→ YOUR INSTRUCTIONS:
Which lines below contain "name"? Copy every one of them.

*** Begin section ***

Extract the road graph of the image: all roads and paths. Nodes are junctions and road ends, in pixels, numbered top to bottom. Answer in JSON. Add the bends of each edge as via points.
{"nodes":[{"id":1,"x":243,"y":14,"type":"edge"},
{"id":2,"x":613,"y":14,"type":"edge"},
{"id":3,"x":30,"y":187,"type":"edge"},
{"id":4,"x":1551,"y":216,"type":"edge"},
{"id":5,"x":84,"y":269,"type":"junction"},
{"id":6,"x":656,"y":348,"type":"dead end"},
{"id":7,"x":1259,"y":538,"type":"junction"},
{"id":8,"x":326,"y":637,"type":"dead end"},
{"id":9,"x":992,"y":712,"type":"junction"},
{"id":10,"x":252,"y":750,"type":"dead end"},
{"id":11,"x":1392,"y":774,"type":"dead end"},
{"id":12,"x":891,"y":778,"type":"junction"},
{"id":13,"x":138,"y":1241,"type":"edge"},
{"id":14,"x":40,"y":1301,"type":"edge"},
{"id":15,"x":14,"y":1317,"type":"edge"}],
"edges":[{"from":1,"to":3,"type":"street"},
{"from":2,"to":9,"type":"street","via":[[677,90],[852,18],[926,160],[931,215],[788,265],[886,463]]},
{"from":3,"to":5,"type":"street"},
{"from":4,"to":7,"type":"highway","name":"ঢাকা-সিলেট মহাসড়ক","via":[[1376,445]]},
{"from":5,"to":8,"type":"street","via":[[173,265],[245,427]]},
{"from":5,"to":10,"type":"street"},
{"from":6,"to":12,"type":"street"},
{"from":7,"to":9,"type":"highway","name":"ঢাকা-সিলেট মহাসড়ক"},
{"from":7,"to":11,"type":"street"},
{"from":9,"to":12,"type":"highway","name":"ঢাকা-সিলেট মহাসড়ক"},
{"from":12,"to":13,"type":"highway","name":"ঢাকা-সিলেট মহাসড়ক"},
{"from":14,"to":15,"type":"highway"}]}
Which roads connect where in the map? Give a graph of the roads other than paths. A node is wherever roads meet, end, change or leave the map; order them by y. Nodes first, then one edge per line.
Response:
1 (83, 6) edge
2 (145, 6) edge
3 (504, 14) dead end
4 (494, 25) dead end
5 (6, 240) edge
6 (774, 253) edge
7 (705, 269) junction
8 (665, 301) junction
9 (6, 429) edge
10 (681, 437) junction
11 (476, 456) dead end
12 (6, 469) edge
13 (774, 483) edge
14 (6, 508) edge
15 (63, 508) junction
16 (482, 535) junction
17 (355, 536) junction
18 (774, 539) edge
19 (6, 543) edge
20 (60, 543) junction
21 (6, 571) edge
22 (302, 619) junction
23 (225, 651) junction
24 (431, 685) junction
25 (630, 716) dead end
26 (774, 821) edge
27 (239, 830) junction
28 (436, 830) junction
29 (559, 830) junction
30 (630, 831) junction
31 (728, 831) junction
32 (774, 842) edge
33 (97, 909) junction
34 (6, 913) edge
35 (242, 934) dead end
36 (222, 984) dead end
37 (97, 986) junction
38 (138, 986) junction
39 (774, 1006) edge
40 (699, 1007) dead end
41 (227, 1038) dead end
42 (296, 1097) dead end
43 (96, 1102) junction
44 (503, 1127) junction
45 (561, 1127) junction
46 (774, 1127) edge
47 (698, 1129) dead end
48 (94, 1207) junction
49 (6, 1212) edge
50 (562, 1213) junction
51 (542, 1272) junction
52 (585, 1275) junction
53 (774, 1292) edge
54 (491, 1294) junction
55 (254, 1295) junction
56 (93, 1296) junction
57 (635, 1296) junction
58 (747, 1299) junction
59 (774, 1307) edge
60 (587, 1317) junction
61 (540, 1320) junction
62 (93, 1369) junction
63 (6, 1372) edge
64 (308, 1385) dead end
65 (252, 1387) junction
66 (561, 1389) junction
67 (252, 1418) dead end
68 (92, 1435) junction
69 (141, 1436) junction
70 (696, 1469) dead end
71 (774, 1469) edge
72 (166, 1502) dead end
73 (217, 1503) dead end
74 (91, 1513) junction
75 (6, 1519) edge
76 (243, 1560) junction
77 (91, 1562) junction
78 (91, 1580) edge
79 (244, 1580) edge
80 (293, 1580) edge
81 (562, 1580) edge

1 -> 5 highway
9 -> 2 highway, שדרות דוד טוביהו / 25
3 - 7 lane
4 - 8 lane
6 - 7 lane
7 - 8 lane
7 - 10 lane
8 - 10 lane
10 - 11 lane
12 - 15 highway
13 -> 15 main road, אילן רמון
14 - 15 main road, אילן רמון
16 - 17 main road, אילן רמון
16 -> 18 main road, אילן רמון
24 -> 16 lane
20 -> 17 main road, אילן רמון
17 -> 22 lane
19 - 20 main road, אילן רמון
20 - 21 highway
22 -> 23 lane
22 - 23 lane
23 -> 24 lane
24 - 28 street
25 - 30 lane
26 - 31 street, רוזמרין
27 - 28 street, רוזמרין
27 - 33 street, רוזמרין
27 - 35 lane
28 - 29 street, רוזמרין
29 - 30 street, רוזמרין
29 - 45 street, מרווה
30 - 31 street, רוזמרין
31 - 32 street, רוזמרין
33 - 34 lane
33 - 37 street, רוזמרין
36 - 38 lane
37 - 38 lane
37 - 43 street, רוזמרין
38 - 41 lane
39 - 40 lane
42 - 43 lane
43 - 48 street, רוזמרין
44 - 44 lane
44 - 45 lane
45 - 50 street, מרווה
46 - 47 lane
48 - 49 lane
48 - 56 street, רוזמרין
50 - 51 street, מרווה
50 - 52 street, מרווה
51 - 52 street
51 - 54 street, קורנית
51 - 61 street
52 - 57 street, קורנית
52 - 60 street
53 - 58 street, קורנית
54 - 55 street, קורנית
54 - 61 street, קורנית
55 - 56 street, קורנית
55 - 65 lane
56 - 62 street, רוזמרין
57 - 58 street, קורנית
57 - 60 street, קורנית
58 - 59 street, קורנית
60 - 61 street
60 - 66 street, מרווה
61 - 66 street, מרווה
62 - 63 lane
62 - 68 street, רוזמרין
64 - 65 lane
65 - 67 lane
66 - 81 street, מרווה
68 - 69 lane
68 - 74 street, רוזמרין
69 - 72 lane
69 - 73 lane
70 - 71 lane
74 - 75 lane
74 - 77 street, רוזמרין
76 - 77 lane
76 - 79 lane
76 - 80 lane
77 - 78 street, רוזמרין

*** End section ***

→ RESULT OF THIS EXERCISE:
{"from":4,"to":7,"type":"highway","name":"ঢাকা-সিলেট মহাসড়ক","via":[[1376,445]]},
{"from":7,"to":9,"type":"highway","name":"ঢাকা-সিলেট মহাসড়ক"},
{"from":9,"to":12,"type":"highway","name":"ঢাকা-সিলেট মহাসড়ক"},
{"from":12,"to":13,"type":"highway","name":"ঢাকা-সিলেট মহাসড়ক"},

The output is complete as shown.